Using the 2014 American College of Surgeons National Surgical Quality Improvement Program (ACS NSQIP) Participant Use Data File, we developed and internally cross-validated multinomial regression models to predict ASA-PS using preoperative NSQIP data. Accuracy was assessed with C-Statistics and calibration plots. We assessed both concurrent and predictive validity of model-derived ASA-PS relative to observed ASA-PS and 30-day outcomes. To aid further research and use of the ASA-PS model, we implemented it into an online calculator.
Of the 566,797 elective procedures in the final analytic dataset, 8.9% were ASA-PS 1, 48.9% were ASA-PS 2, 39.1% were ASA-PS 3, and 3.2% were ASA-PS 4. The accuracy of the 21-variable model to predict ASA-PS was C = 0.77 +/- 0.0025. The model-derived ASA-PS had stronger association with key indicators of preoperative status including comorbidities and higher BMI (concurrent validity) compared to observed ASA-PS, but less strong associations with postoperative complications (predictive validity).

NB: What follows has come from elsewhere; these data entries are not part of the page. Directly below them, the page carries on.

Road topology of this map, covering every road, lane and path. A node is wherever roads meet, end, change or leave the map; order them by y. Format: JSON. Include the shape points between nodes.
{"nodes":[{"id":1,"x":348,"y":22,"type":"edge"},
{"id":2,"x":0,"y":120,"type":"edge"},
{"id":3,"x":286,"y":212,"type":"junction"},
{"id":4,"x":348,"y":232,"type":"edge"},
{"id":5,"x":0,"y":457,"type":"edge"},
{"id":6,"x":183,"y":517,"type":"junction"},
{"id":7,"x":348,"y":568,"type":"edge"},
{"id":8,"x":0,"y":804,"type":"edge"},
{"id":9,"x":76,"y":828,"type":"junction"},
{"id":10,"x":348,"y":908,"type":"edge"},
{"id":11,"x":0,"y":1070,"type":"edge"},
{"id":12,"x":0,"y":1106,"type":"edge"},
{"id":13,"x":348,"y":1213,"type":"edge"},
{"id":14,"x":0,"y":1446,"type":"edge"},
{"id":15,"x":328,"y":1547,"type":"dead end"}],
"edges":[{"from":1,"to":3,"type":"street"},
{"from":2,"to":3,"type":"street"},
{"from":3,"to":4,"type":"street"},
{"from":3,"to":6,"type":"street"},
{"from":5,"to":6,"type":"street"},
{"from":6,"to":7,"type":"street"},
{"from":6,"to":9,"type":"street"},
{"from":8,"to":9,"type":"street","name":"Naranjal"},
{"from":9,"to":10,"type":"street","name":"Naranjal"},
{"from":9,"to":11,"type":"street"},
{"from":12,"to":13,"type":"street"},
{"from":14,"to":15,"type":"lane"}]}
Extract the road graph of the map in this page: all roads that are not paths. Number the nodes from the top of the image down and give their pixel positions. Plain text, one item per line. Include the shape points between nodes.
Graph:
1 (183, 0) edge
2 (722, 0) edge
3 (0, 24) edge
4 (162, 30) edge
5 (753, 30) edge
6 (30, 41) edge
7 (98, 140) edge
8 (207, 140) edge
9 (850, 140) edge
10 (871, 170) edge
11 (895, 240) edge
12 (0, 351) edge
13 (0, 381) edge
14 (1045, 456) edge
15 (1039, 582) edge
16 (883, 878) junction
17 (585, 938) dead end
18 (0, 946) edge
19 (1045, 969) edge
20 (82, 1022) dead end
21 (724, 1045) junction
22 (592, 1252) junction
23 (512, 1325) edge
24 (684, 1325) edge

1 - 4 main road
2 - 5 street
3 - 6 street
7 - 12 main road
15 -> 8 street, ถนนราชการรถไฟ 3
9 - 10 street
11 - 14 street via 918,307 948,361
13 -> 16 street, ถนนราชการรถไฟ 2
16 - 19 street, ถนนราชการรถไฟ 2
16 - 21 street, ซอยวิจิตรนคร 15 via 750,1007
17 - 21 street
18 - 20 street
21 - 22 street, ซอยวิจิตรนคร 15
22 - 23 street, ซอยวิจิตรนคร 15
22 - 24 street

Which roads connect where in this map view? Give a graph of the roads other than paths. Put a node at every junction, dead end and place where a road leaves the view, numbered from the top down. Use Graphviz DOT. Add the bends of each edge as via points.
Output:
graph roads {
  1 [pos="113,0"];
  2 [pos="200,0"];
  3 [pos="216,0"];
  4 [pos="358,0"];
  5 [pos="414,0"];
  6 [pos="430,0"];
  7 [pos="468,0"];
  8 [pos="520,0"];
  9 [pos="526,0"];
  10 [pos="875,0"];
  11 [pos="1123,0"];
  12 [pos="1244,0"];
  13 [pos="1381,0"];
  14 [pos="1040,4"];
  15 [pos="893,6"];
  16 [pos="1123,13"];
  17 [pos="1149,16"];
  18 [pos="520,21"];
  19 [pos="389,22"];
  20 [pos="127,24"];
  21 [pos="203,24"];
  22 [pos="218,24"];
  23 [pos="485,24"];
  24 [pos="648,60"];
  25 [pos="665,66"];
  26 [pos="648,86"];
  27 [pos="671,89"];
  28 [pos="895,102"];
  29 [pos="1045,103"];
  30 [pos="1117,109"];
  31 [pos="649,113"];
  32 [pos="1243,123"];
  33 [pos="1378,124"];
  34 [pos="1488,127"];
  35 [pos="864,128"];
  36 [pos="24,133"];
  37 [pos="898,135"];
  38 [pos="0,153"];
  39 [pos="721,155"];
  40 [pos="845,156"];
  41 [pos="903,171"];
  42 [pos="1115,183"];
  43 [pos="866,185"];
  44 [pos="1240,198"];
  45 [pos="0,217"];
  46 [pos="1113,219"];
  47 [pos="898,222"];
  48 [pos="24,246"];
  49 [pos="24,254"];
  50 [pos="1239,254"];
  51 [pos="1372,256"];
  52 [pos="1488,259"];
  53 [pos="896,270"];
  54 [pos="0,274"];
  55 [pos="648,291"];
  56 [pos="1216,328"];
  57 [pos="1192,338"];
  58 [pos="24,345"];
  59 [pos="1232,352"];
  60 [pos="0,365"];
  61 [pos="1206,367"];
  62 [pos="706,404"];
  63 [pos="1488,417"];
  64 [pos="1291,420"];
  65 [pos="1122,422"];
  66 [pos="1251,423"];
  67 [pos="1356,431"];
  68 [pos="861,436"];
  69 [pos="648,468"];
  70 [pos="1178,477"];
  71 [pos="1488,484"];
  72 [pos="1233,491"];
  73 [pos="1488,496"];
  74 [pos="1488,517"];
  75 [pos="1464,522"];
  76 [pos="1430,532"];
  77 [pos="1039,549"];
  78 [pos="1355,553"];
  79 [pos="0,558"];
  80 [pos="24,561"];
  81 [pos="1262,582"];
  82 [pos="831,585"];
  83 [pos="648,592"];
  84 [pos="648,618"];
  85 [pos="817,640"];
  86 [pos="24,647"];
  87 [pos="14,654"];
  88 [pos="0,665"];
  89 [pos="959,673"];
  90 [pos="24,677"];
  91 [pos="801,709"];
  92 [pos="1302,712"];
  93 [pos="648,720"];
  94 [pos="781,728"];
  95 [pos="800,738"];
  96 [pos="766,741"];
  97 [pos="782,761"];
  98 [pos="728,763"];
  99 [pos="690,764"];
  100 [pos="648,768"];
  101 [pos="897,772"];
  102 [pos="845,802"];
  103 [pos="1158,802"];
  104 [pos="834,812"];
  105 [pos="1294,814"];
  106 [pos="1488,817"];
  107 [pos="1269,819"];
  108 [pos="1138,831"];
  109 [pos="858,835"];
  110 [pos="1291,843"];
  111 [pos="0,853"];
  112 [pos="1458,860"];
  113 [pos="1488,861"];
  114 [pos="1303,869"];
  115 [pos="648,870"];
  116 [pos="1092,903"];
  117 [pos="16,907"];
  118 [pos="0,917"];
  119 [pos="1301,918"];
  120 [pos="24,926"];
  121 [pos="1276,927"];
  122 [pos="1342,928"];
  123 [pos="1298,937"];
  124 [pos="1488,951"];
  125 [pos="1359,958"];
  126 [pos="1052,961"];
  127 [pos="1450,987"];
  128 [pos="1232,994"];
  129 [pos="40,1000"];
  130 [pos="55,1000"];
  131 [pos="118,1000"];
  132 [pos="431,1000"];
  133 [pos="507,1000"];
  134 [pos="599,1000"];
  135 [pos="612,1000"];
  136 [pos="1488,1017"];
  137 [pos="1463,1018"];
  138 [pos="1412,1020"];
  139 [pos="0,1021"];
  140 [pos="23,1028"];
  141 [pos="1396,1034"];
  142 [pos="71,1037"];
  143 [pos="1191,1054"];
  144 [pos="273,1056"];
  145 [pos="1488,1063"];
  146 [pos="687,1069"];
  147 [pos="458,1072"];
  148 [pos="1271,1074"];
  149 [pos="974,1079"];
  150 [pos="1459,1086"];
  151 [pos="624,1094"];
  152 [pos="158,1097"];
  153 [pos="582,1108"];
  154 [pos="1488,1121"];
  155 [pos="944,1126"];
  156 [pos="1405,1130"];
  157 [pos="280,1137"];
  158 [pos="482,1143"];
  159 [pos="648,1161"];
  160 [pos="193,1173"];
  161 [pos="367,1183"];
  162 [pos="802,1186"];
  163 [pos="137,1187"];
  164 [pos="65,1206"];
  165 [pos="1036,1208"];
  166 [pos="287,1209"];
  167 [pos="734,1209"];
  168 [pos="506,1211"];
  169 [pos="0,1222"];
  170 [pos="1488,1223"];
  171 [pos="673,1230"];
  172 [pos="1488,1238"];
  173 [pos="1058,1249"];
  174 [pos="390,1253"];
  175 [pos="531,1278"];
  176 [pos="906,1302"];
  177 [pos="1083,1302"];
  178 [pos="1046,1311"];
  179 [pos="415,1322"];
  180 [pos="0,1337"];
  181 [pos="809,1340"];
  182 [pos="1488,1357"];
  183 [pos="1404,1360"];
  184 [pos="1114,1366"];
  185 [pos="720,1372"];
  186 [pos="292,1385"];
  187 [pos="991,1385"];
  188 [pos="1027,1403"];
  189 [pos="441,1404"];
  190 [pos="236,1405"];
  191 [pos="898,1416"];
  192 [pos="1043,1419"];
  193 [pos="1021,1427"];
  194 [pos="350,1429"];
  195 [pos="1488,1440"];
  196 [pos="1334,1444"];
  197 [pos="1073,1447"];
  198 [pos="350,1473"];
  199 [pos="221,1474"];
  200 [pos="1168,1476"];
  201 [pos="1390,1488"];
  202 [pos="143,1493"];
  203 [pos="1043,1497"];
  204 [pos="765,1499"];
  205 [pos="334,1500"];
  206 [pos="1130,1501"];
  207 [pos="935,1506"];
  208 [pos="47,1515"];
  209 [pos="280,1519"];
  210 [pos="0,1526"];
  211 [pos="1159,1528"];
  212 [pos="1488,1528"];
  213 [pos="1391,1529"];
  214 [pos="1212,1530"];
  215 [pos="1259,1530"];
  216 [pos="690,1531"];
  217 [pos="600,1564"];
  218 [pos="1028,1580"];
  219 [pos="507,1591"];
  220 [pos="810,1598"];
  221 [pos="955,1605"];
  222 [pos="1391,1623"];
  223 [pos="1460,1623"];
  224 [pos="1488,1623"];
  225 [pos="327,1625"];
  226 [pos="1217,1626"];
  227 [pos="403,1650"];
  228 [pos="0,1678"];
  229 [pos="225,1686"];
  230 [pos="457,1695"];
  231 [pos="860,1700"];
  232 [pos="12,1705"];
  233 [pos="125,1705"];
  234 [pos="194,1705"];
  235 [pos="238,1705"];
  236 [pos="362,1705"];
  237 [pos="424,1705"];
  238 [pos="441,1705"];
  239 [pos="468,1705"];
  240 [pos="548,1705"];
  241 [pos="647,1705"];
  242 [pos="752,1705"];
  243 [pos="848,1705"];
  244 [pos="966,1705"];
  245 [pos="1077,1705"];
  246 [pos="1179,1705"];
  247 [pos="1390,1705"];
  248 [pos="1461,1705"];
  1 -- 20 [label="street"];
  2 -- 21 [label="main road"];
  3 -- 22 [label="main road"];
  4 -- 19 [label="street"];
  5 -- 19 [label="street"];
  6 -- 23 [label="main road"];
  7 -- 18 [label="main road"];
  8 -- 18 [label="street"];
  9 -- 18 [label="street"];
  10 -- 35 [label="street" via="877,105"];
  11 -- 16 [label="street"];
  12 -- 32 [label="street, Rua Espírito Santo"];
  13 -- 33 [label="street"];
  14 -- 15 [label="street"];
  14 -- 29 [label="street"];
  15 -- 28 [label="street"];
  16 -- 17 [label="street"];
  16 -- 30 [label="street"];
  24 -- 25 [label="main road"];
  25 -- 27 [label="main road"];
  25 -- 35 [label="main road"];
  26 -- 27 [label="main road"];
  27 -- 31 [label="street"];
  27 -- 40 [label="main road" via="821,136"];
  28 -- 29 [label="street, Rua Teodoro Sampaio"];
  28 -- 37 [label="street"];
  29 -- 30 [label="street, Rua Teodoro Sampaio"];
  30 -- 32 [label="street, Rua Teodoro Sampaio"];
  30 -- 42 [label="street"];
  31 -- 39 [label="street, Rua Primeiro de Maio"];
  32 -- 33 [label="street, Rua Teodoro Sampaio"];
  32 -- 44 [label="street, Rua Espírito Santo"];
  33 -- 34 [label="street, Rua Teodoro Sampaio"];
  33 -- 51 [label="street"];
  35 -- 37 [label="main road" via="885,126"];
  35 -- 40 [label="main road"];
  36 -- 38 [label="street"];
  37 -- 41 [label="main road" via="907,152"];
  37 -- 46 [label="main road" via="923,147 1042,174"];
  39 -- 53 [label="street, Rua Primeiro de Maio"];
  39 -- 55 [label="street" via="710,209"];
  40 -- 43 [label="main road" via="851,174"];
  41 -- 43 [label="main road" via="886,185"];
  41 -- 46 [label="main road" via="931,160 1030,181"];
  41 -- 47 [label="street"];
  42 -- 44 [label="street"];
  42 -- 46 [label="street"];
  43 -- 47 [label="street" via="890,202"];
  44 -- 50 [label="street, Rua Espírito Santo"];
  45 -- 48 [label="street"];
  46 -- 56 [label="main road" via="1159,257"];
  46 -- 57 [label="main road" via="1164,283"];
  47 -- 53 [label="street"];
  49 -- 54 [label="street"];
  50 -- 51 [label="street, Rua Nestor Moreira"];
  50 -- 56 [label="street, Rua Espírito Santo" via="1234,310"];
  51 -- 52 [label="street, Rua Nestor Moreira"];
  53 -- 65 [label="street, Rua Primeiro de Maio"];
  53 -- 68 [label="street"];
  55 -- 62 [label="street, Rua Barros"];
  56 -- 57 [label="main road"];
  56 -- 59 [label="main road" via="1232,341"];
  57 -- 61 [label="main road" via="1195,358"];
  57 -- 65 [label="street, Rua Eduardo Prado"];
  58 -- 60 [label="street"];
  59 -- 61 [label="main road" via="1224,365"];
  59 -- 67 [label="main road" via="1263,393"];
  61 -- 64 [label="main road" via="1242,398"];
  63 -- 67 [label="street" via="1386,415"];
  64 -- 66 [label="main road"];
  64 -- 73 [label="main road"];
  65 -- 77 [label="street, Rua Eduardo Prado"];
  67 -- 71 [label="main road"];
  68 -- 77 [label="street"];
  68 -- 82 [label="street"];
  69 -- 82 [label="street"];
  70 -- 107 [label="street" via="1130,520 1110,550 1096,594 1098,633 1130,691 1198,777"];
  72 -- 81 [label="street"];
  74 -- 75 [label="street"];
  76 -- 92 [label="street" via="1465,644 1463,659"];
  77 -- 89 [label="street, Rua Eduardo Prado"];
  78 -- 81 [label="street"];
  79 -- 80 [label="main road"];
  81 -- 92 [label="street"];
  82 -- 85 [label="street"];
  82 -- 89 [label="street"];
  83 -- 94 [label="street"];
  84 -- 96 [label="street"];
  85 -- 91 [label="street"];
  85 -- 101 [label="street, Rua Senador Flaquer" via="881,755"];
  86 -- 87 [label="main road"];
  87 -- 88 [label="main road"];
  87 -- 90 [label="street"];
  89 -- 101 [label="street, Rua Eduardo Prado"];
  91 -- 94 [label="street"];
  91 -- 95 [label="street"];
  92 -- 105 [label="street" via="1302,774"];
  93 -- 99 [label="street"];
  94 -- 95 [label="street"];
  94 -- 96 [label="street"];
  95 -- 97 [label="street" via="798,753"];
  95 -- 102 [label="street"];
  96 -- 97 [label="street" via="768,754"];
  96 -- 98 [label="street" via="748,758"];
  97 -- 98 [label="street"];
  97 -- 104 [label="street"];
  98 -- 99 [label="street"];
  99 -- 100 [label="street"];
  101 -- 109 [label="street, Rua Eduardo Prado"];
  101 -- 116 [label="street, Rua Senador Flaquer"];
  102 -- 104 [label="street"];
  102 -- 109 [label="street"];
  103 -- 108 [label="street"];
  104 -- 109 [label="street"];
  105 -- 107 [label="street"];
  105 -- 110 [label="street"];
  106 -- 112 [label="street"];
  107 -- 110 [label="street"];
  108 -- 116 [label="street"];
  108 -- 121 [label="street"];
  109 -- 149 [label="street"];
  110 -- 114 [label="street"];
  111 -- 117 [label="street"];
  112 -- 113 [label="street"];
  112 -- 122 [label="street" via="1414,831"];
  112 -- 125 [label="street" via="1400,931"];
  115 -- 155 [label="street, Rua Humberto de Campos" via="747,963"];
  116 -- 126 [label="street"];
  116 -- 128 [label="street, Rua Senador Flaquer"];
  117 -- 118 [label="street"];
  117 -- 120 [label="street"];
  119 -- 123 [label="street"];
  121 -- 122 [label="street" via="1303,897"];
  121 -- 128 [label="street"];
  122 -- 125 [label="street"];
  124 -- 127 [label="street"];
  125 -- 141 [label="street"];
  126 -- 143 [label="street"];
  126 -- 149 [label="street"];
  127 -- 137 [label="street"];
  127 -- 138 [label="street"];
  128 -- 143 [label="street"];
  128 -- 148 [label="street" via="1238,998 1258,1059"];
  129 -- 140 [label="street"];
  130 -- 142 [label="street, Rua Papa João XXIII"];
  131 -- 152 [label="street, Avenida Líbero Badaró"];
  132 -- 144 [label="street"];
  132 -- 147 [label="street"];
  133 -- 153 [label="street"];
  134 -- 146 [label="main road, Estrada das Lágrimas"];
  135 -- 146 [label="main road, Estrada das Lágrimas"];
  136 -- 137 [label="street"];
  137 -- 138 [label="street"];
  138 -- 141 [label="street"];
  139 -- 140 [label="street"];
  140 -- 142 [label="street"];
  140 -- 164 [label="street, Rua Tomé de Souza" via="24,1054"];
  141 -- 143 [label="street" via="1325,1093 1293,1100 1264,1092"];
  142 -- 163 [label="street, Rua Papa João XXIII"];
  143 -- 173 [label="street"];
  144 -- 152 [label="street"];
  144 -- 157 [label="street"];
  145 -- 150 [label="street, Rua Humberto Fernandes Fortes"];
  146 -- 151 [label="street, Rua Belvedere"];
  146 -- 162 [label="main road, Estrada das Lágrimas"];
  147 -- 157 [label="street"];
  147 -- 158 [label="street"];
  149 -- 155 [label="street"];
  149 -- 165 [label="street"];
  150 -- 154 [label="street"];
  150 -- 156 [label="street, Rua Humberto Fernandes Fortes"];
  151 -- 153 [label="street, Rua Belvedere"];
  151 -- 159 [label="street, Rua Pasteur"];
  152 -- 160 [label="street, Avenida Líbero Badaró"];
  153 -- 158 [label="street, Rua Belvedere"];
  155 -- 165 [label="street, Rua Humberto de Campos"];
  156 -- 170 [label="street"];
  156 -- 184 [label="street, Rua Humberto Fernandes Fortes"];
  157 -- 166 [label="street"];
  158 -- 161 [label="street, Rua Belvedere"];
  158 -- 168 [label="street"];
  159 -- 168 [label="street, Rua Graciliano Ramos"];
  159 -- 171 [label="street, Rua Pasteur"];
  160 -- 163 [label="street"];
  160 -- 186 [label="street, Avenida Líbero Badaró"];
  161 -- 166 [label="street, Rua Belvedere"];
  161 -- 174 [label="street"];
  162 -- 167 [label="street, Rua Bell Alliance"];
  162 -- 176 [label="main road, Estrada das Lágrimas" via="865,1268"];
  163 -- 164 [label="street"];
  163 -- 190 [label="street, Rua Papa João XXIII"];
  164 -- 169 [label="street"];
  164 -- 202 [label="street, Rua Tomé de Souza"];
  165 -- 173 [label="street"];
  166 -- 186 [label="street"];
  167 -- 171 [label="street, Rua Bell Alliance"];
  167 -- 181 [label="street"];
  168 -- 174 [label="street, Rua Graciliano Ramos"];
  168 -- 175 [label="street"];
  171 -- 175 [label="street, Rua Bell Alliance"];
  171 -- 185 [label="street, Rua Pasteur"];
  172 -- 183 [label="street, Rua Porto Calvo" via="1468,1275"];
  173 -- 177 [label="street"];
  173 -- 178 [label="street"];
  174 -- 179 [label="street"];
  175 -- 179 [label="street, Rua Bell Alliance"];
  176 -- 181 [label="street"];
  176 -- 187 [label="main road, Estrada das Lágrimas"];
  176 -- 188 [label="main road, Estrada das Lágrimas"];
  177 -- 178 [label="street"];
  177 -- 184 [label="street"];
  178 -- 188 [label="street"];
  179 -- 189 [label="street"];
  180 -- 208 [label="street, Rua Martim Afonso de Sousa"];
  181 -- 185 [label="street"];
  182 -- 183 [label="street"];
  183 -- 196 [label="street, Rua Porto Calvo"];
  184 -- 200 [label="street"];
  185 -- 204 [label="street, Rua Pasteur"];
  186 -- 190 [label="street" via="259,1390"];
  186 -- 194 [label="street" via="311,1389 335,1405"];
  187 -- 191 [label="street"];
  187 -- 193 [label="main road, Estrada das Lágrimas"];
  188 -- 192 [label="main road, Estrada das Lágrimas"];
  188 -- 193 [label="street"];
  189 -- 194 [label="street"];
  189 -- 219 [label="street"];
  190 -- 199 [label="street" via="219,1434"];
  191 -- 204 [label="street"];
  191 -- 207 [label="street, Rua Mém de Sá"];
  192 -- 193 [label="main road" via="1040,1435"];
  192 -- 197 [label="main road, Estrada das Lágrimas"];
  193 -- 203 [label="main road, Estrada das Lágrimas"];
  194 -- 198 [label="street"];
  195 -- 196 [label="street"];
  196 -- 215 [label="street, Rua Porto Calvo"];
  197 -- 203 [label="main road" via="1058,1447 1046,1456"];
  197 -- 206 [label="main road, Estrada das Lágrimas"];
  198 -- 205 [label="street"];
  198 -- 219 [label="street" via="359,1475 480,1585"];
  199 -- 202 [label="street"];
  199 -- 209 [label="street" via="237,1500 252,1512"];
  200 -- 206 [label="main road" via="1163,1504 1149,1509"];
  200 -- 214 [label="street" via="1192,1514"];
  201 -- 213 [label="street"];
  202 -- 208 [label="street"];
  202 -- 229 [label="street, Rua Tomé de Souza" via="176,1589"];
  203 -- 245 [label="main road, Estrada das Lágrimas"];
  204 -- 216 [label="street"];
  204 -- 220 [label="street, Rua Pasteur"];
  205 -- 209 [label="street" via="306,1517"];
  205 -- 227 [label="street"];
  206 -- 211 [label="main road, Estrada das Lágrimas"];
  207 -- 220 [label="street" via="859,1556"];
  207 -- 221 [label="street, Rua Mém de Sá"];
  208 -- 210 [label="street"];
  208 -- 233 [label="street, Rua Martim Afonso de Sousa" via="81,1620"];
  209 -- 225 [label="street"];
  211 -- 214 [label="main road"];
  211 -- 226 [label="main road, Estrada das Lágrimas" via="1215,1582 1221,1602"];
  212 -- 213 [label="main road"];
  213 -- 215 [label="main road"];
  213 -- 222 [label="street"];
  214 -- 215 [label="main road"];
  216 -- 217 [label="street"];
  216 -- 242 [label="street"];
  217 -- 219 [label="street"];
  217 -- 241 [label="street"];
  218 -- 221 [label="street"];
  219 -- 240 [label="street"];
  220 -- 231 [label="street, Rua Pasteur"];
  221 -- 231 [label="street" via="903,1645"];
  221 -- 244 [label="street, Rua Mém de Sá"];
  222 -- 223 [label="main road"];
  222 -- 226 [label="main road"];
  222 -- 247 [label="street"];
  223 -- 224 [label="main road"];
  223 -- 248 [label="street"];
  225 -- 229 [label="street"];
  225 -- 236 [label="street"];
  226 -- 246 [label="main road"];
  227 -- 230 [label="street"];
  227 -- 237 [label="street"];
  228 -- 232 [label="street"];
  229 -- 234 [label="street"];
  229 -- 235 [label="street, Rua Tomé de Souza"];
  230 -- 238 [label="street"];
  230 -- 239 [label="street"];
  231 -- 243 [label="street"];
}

The online ASA-PS calculator may be accessed at https://s-spire-clintools.shinyapps.io/ASA_PS_Estimator/ CONCLUSIONS: Model-derived ASA-PS better tracked key indicators of preoperative status compared to observed ASA-PS. The ability to have an electronically derived measure of ASA-PS can potentially be useful in research, quality measurement, and clinical applications.
美国麻醉医师协会身体状况(ASA-PS)分类系统旨在对手术前患者的健康状况进行分类。ASA-PS 越来越多地应用于其他用途,包括住院治疗的正当性。我们的目标是开发和交叉验证一个用于预测 ASA-PS 的统计模型;并 2)通过评估模型衍生的 ASA-PS、观察到的 ASA-PS 与一组多样化的 30 天结果之间的关联,评估该模型的同时和预测有效性。
使用 2014 年美国外科医师学会国家外科质量改进计划(ACS NSQIP)参与者使用数据文件,我们使用术前 NSQIP 数据开发并内部交叉验证了用于预测 ASA-PS 的多项回归模型。使用 C-统计量和校准图评估准确性。我们评估了模型衍生的 ASA-PS 相对于观察到的 ASA-PS 和 30 天结果的同时和预测有效性。为了进一步研究和使用 ASA-PS 模型,我们将其实现到一个在线计算器中。
在最终分析数据集的 566797 例择期手术中,8.9%为 ASA-PS 1,48.9%为 ASA-PS 2,39.1%为 ASA-PS 3,3.2%为 ASA-PS 4。21 变量模型预测 ASA-PS 的准确性为 C=0.77 +/- 0.0025。与观察到的 ASA-PS 相比,模型衍生的 ASA-PS 与包括合并症和更高 BMI 在内的术前状态关键指标的关联更强(同时有效性),但与术后并发症的关联较弱(预测有效性)。在线 ASA-PS 计算器可在 https://s-spire-clintools.shinyapps.io/ASA_PS_Estimator/ 访问。
与观察到的 ASA-PS 相比,模型衍生的 ASA-PS 更好地跟踪了术前状态的关键指标。能够获得电子衍生的 ASA-PS 测量值在研究、质量测量和临床应用中可能很有用。